(AVAILABLE DATA begins)

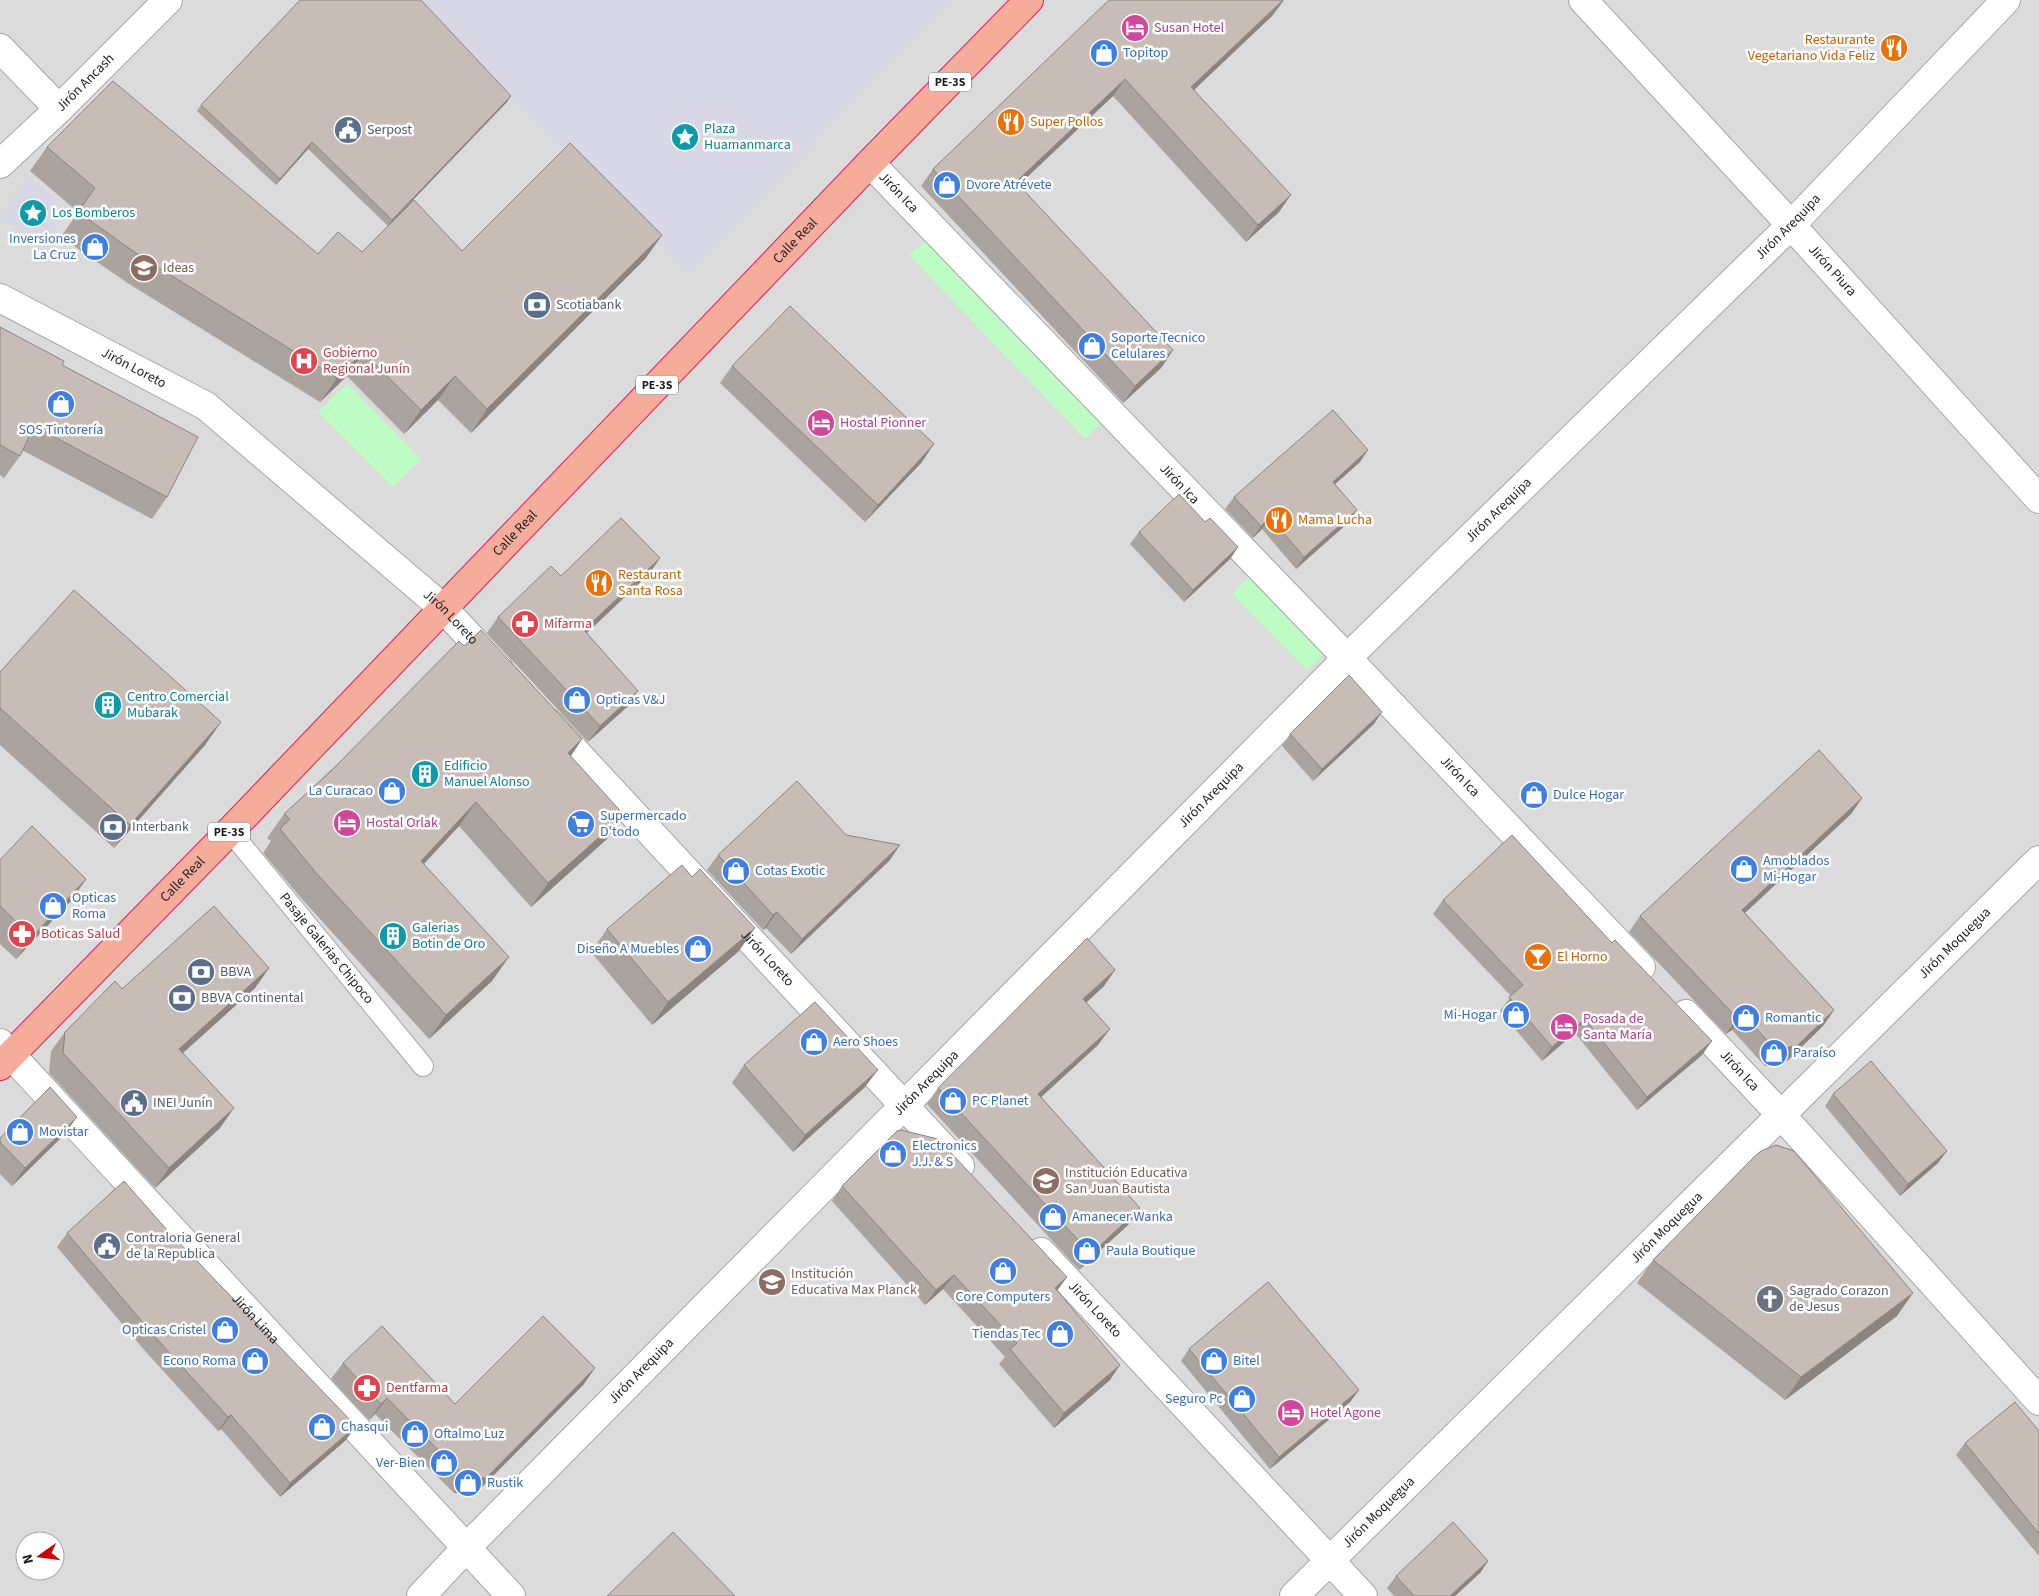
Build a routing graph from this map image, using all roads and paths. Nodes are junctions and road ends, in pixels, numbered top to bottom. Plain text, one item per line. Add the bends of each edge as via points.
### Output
1 (168, 0) edge
2 (1029, 0) edge
3 (1583, 0) edge
4 (2006, 0) edge
5 (0, 48) edge
6 (59, 109) junction
7 (870, 163) junction
8 (0, 164) edge
9 (1791, 225) junction
10 (0, 298) edge
11 (2039, 499) edge
12 (443, 608) junction
13 (1347, 658) junction
14 (230, 831) junction
15 (2039, 860) edge
16 (4, 1054) edge
17 (423, 1066) dead end
18 (903, 1105) junction
19 (1782, 1116) junction
20 (977, 1184) edge
21 (1025, 1235) edge
22 (2039, 1401) edge
23 (467, 1547) junction
24 (1329, 1559) junction
25 (421, 1596) edge
26 (512, 1596) edge
27 (1294, 1596) edge
28 (1362, 1596) edge

1 - 6 street, Jirón Ancash
2 - 7 highway, Calle Real / PE-3S
3 - 9 street, Jirón Piura
4 - 9 street, Jirón Arequipa
5 - 6 street
6 - 8 street, Jirón Ancash
7 - 12 highway, Calle Real / PE-3S
7 - 13 street, Jirón Ica
9 - 11 street, Jirón Piura
9 - 13 street, Jirón Arequipa
10 - 12 street, Jirón Loreto via 206,406
12 - 14 highway, Calle Real / PE-3S
12 - 18 street, Jirón Loreto
13 - 18 street, Jirón Arequipa
13 - 19 street, Jirón Ica
14 - 16 highway, Calle Real / PE-3S
14 - 17 lane, Pasaje Galerias Chipoco
15 - 19 street, Jirón Moquegua
16 - 23 street, Jirón Lima
18 - 20 street, Jirón Loreto
18 - 23 street, Jirón Arequipa
19 - 22 street, Jirón Ica
19 - 24 street, Jirón Moquegua
21 - 24 street, Jirón Loreto
23 - 25 street, Jirón Arequipa
23 - 26 street, Jirón Lima
24 - 27 street, Jirón Moquegua
24 - 28 street, Jirón Loreto

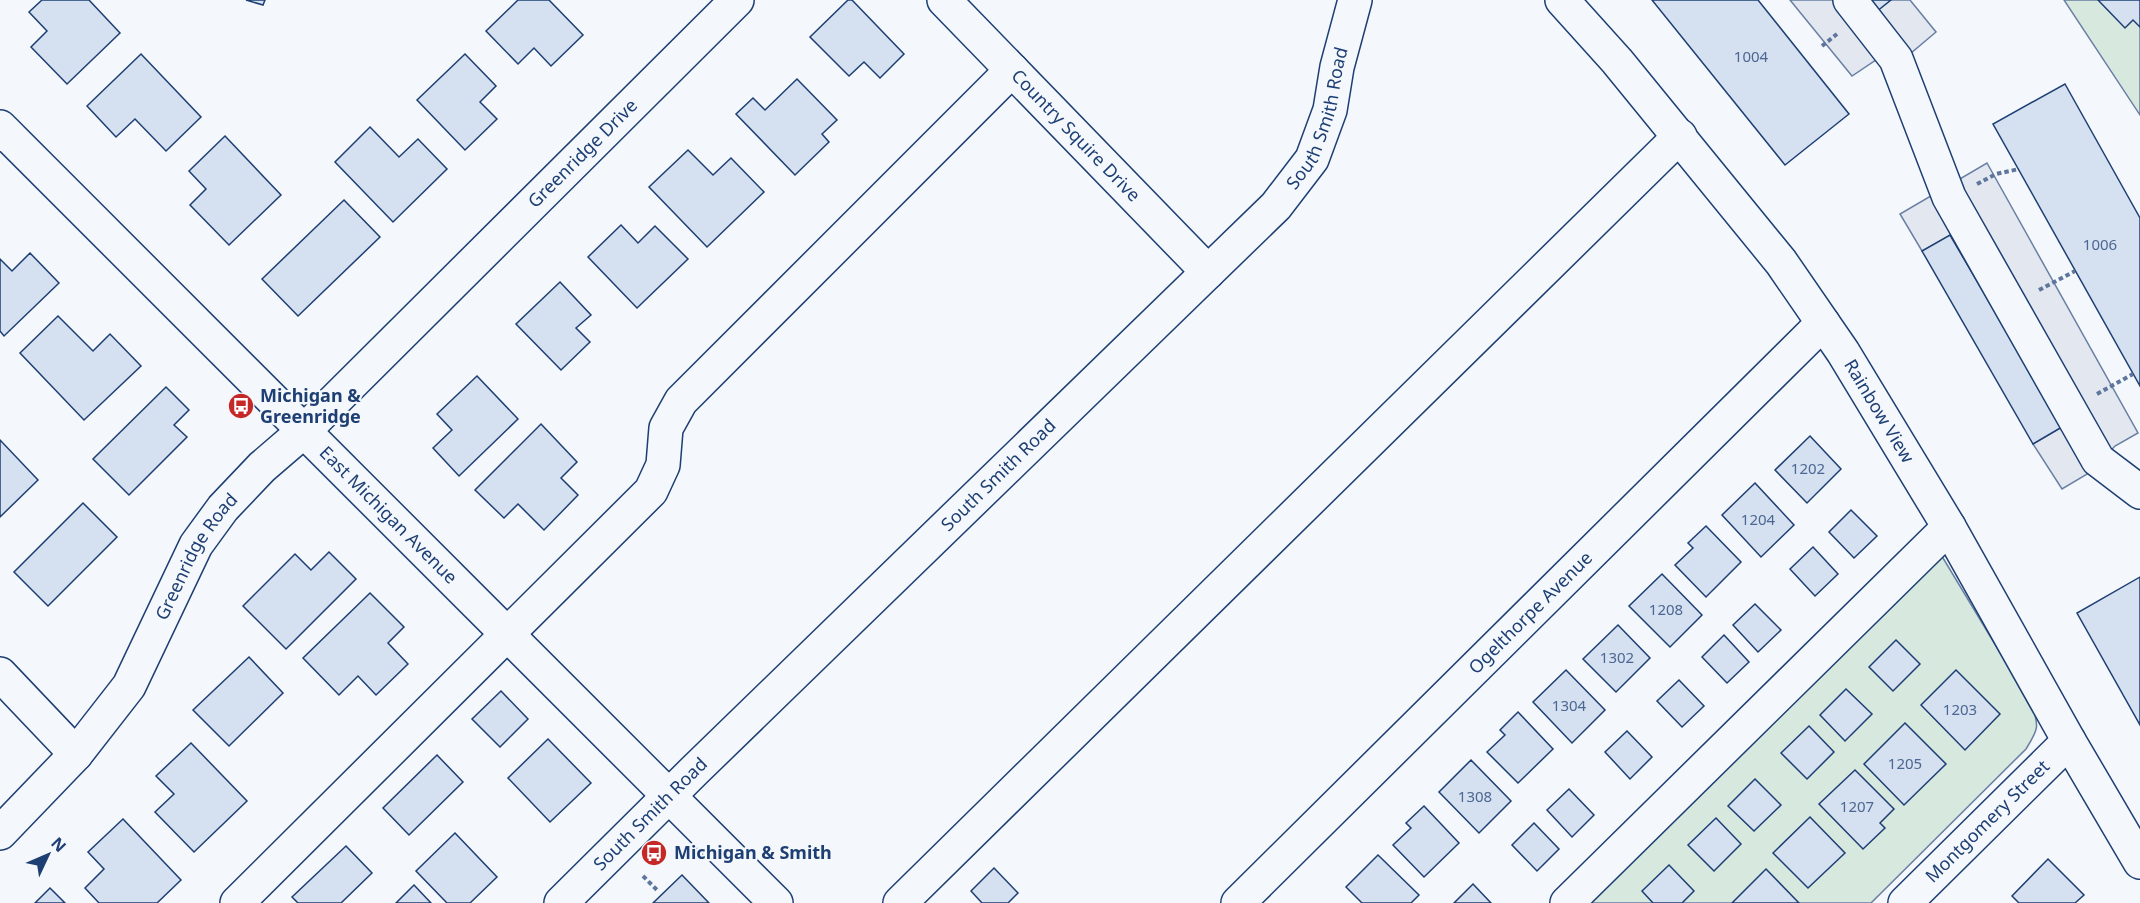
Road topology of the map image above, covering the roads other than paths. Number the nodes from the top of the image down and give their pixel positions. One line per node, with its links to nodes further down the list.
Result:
1 (737, 0): 10 (street, Greenridge Drive)
2 (944, 0): 6 (street, Country Squire Drive)
3 (1355, 0): 9 (street, South Smith Road)
4 (1562, 0): 8 (street, Rainbow View)
5 (1850, 0): 13 (street)
6 (1012, 70): 9 (street, Country Squire Drive); 15 (street)
7 (0, 127): 12 (street, East Michigan Avenue)
8 (1680, 135): 11 (street, Rainbow View); 25 (street)
9 (1208, 272): 19 (street, South Smith Road)
10 (428, 307): 12 (street, Greenridge Road)
11 (1823, 323): 14 (street, Rainbow View); 26 (street, Ogelthorpe Avenue)
12 (305, 430): 15 (street, East Michigan Avenue); 18 (street, Greenridge Road)
13 (2140, 492)
14 (1949, 527): 17 (street, Rainbow View); 27 (street)
15 (508, 634): 19 (street, East Michigan Avenue); 22 (street)
16 (0, 674): 18 (street)
17 (2069, 741): 21 (street, Rainbow View); 28 (street, Montgomery Street)
18 (76, 754): 20 (street, Greenridge Road)
19 (670, 795): 23 (street, South Smith Road); 24 (street, East Michigan Avenue)
20 (0, 833)
21 (2140, 862)
22 (237, 903)
23 (561, 903)
24 (776, 903)
25 (900, 903)
26 (1238, 903)
27 (1568, 903)
28 (1905, 903)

(AVAILABLE DATA ends)

__TASK BRIEF__
Work out how many lines in the data contain "Greenridge" and state that number with nothing added.

__OUTPUT OF THE TASK__
4